Bir Umut Nidası: Gazze’nin Sessiz Çığlıkları ve Dünyanın Sessizliği
İsrail’in abluka altındaki Gazze Şeridi’ne yönelik acımasız saldırıları 399 gündür aralıksız devam ederken ordunun Gazze Şeridi’nin Han Yunus ve Refah kentlerine düzenlediği saldırıda aralarında çocukların da olduğu 4 kişi yaşamını yitirdi. Saldırılarda hayatını kaybedenlerin naaşları, cenaze namazı kılınıp toprağa verilmek üzere Nasır Hastanesi morgundan alındı. Hayatını kaybedenlerin yakınları büyük üzüntü yaşadı.(AA)
HABER YORUM
Bir Umut Nidası Gazze… Hüzün kokan, acı içinde kıvranan, susuz kalan toprakların adı. 399 gün, ardı ardına inen bombalar ve yitip giden canlarla dolu bir devrin süresi.

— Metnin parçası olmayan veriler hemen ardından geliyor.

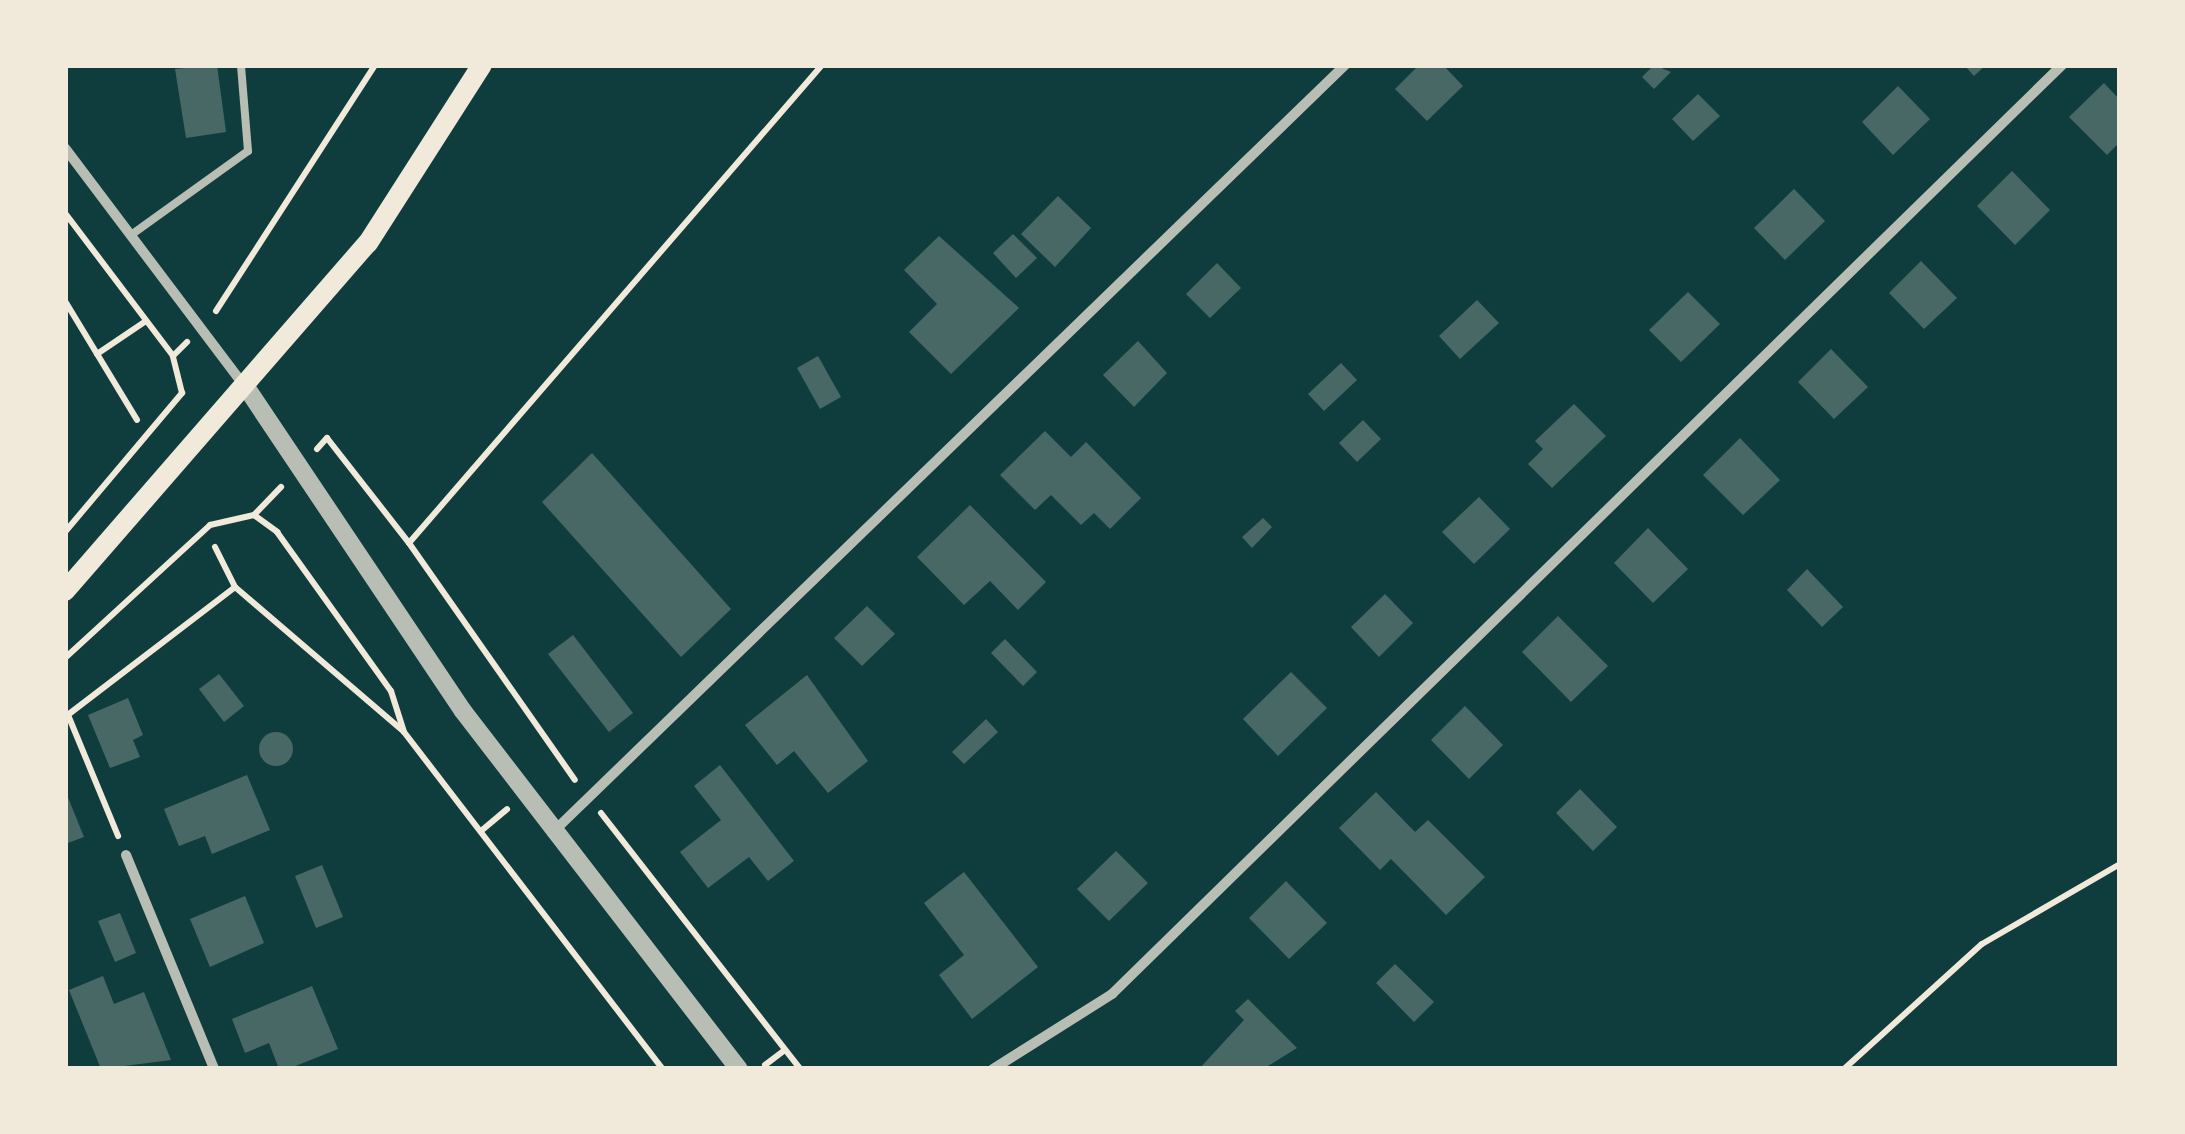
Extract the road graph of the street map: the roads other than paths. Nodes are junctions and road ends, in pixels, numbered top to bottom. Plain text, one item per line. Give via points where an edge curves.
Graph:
1 (241, 65) edge
2 (482, 65) edge
3 (1345, 65) edge
4 (2062, 65) edge
5 (65, 148) edge
6 (131, 235) junction
7 (246, 387) junction
8 (65, 591) edge
9 (552, 834) junction
10 (126, 856) road end
11 (214, 1069) edge
12 (739, 1069) edge
13 (993, 1069) edge

1 - 6 lane via 248,152
2 - 7 main road via 368,243
3 - 9 street
4 - 13 street via 1112,994
5 - 6 street
6 - 7 street
7 - 8 main road
7 - 9 street
9 - 12 street
10 - 11 street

Han Yunus ve Refah’ta, gözleri umutla dolu küçücük çocuklar, barışı beklerken sessizce aramızdan ayrıldı. Toprağa verilen her çocuk, her bir gencin ardından kalan sadece acılı bir feryat; bir umut nidası.

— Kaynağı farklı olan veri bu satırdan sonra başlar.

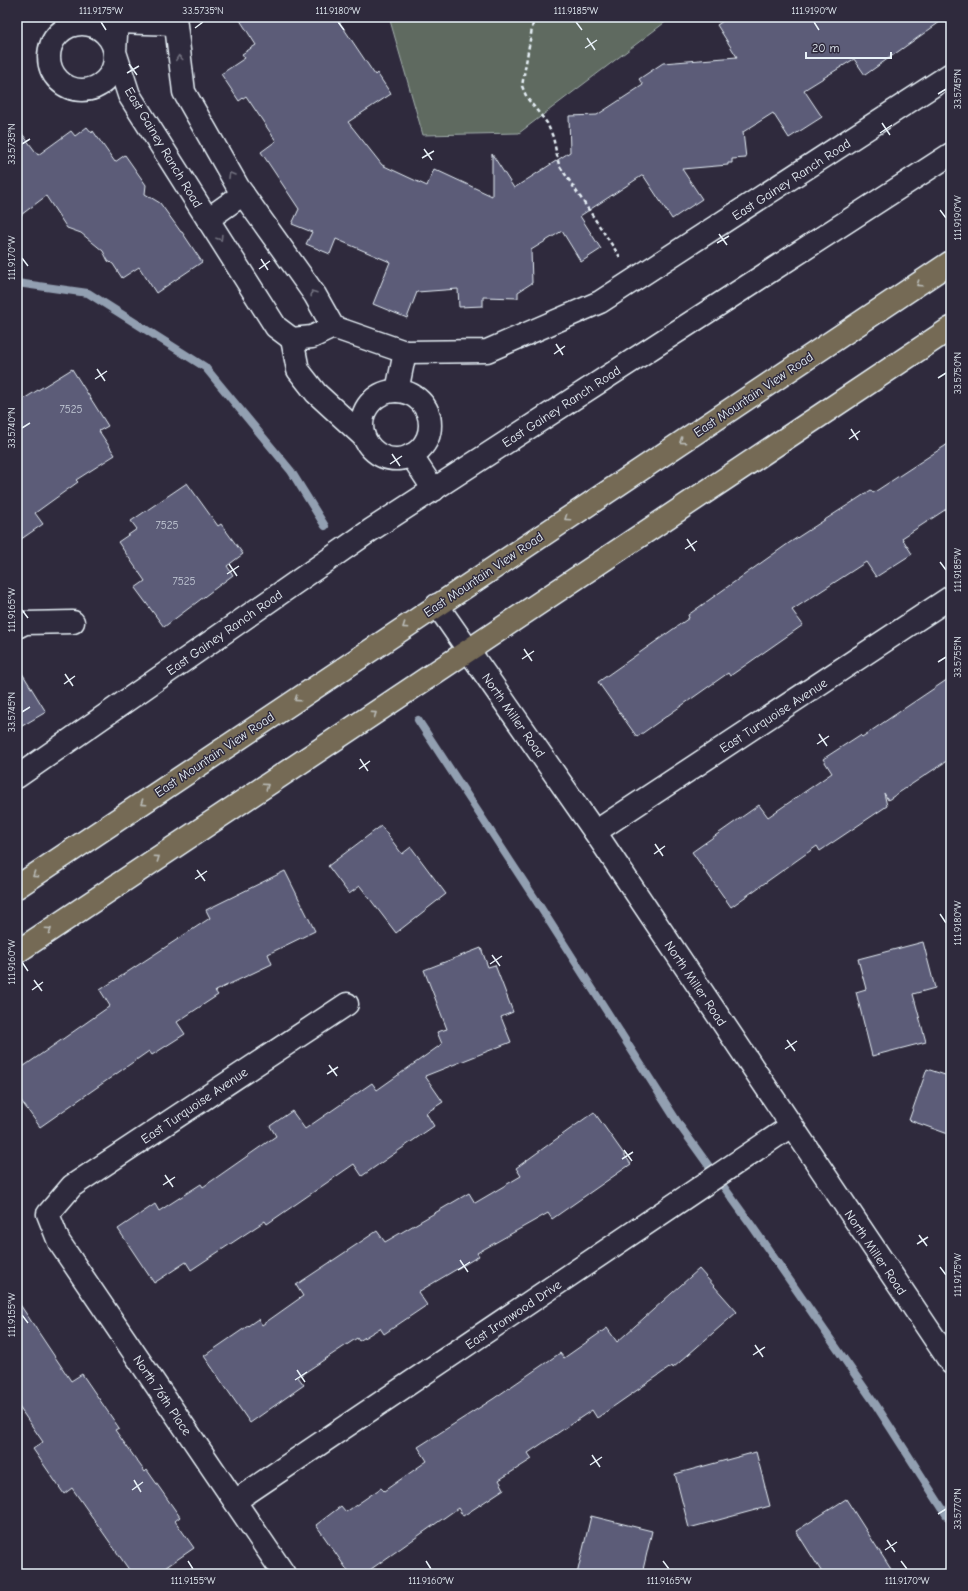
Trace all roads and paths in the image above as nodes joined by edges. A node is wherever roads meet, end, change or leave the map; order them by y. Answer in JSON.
{"nodes":[{"id":1,"x":534,"y":17,"type":"edge"},
{"id":2,"x":117,"y":20,"type":"edge"},
{"id":3,"x":175,"y":20,"type":"edge"},
{"id":4,"x":951,"y":74,"type":"edge"},
{"id":5,"x":951,"y":154,"type":"edge"},
{"id":6,"x":243,"y":194,"type":"junction"},
{"id":7,"x":208,"y":219,"type":"junction"},
{"id":8,"x":951,"y":262,"type":"edge"},
{"id":9,"x":635,"y":280,"type":"junction"},
{"id":10,"x":333,"y":327,"type":"junction"},
{"id":11,"x":951,"y":328,"type":"edge"},
{"id":12,"x":292,"y":339,"type":"junction"},
{"id":13,"x":405,"y":352,"type":"junction"},
{"id":14,"x":398,"y":391,"type":"junction"},
{"id":15,"x":364,"y":437,"type":"junction"},
{"id":16,"x":411,"y":455,"type":"junction"},
{"id":17,"x":434,"y":490,"type":"junction"},
{"id":18,"x":951,"y":597,"type":"edge"},
{"id":19,"x":437,"y":605,"type":"junction"},
{"id":20,"x":73,"y":622,"type":"dead end"},
{"id":21,"x":17,"y":627,"type":"edge"},
{"id":22,"x":469,"y":650,"type":"junction"},
{"id":23,"x":17,"y":777,"type":"edge"},
{"id":24,"x":595,"y":832,"type":"junction"},
{"id":25,"x":17,"y":887,"type":"edge"},
{"id":26,"x":17,"y":952,"type":"edge"},
{"id":27,"x":347,"y":1004,"type":"dead end"},
{"id":28,"x":791,"y":1126,"type":"junction"},
{"id":29,"x":48,"y":1214,"type":"joint"},
{"id":30,"x":951,"y":1363,"type":"edge"},
{"id":31,"x":235,"y":1501,"type":"junction"},
{"id":32,"x":284,"y":1574,"type":"edge"}],
"edges":[{"from":1,"to":9,"type":"path"},
{"from":2,"to":3,"type":"street","name":"East Gainey Ranch Road"},
{"from":2,"to":7,"type":"street","name":"East Gainey Ranch Road"},
{"from":6,"to":3,"type":"street","name":"East Gainey Ranch Road","one_way":true},
{"from":4,"to":9,"type":"street","name":"East Gainey Ranch Road"},
{"from":5,"to":17,"type":"street","name":"East Gainey Ranch Road"},
{"from":6,"to":7,"type":"street","name":"East Gainey Ranch Road"},
{"from":10,"to":6,"type":"street","name":"East Gainey Ranch Road","one_way":true},
{"from":7,"to":12,"type":"street","name":"East Gainey Ranch Road","one_way":true},
{"from":8,"to":19,"type":"main road","name":"East Mountain View Road","one_way":true},
{"from":9,"to":13,"type":"street","name":"East Gainey Ranch Road"},
{"from":10,"to":12,"type":"street"},
{"from":10,"to":13,"type":"street","name":"East Gainey Ranch Road"},
{"from":11,"to":22,"type":"main road"},
{"from":12,"to":15,"type":"street"},
{"from":13,"to":14,"type":"street"},
{"from":14,"to":15,"type":"street"},
{"from":14,"to":16,"type":"street"},
{"from":15,"to":16,"type":"street"},
{"from":16,"to":17,"type":"street"},
{"from":17,"to":23,"type":"street","name":"East Gainey Ranch Road"},
{"from":18,"to":24,"type":"street","name":"East Turquoise Avenue"},
{"from":19,"to":22,"type":"street","name":"North Miller Road"},
{"from":19,"to":25,"type":"main road","name":"East Mountain View Road","one_way":true},
{"from":20,"to":21,"type":"street"},
{"from":22,"to":24,"type":"street","name":"North Miller Road"},
{"from":26,"to":22,"type":"main road","one_way":true},
{"from":24,"to":28,"type":"street","name":"North Miller Road"},
{"from":27,"to":29,"type":"street","name":"East Turquoise Avenue"},
{"from":28,"to":30,"type":"street","name":"North Miller Road"},
{"from":28,"to":31,"type":"street","name":"East Ironwood Drive"},
{"from":29,"to":31,"type":"street","name":"North 76th Place"},
{"from":31,"to":32,"type":"street","name":"North 76th Place"}]}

Bu çocuklar, dünyaya adaletin, merhametin gerçek anlamını hatırlatmak için her defasında aynı ateşle yanıyor. İsrail’in abluka altındaki Gazze’ye yönelik durmaksızın süren saldırıları, insanlığın gözleri önünde cereyan ederken, “Onlar sağırdırlar, dilsizdirler, kördürler ve artık hakka dönmezler” (Bakara 18) ayeti sanki bu suskun dünyaya işaret ediyor. Bu sessizlik, bu kayıtsızlık insanlığın vicdanını yıpratırken, belki de yarının çocuklarının kalbinde onarılamaz yaralar açıyor.
Nasır Hastanesi morgunda toplanan cenazeler, sevdiklerinin ağıtlarıyla toprağa verilirken, Gazze halkı belki de son defa barış için dualar ediyor. Ancak bir ümitle, gözler göğe çevriliyor. Belki sesleri bir gün duyulur, belki bu zulüm nihayet bulur diye. Bizler için Gazze, yalnızca bir şehir değil, masumiyetin, adaletin ve direnişin sembolüdür. Oradaki çocuklar, yaşlılar, anneler ve babalar, bizden sadece bir şey istiyor: Hakkı haykırmak ve sessiz kalmamak.
Dünya, bugün üstüne ölü toprağı serpilmiş gibi. Ancak bir gün insanlık uyanmalı ve bu çağrıyı duymalı. Yoksa adaleti savunduğunu iddia eden her bir insan, bu suskunluğuyla zulme ortak olmaktan kurtulamayacak. Gazze’nin sessiz çığlıkları bizim vicdanımıza emanet; onlar suskun ve biz susmamalıyız.